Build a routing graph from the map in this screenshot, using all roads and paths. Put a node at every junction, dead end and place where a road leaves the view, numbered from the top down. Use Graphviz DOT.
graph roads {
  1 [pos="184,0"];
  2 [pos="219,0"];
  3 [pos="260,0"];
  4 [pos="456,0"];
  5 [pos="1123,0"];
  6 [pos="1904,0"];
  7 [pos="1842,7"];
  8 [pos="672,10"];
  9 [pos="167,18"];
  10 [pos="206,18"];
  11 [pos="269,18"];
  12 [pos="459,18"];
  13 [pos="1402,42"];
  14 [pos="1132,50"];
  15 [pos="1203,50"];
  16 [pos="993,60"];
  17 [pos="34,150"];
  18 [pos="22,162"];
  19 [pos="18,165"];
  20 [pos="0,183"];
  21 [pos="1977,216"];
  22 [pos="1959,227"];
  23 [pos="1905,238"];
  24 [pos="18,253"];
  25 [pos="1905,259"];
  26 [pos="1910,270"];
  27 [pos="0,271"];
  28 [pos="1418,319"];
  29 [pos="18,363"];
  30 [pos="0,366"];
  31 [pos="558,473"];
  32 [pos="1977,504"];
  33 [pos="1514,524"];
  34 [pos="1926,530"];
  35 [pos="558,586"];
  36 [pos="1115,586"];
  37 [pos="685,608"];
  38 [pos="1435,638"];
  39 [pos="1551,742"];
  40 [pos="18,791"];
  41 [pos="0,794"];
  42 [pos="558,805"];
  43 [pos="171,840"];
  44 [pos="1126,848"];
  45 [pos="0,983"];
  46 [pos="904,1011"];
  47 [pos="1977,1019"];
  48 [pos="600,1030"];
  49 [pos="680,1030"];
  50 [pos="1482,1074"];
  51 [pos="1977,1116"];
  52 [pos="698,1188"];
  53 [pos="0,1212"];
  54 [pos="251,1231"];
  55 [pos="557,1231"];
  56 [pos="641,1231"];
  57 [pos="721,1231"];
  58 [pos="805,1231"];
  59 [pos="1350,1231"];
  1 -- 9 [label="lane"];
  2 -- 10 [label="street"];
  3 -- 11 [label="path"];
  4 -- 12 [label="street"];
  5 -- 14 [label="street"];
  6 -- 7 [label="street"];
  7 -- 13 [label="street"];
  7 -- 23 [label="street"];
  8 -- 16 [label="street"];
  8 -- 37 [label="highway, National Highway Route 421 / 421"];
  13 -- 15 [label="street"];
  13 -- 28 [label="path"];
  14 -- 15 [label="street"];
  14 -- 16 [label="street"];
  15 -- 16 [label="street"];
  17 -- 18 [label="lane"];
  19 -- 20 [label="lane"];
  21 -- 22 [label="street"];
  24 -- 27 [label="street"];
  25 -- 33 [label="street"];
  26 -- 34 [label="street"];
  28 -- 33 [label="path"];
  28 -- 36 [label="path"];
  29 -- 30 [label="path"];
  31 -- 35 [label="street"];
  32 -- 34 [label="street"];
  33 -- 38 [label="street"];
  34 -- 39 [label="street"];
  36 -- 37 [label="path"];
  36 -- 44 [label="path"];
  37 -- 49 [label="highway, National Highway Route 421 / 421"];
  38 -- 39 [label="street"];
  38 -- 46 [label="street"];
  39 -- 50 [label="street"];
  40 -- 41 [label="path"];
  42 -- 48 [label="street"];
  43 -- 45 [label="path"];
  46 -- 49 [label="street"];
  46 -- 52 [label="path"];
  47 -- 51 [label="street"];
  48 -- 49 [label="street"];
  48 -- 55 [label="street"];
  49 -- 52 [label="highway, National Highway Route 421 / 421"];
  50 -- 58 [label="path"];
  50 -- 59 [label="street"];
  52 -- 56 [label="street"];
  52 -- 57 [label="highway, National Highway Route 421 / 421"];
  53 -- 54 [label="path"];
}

- [Task goal] Which lines of the records contain the word "roads"? Copy each of them.

- [Output for this task]
Build a routing graph from the map in this screenshot, using all roads and paths. Put a node at every junction, dead end and place where a road leaves the view, numbered from the top down. Use Graphviz DOT.
graph roads {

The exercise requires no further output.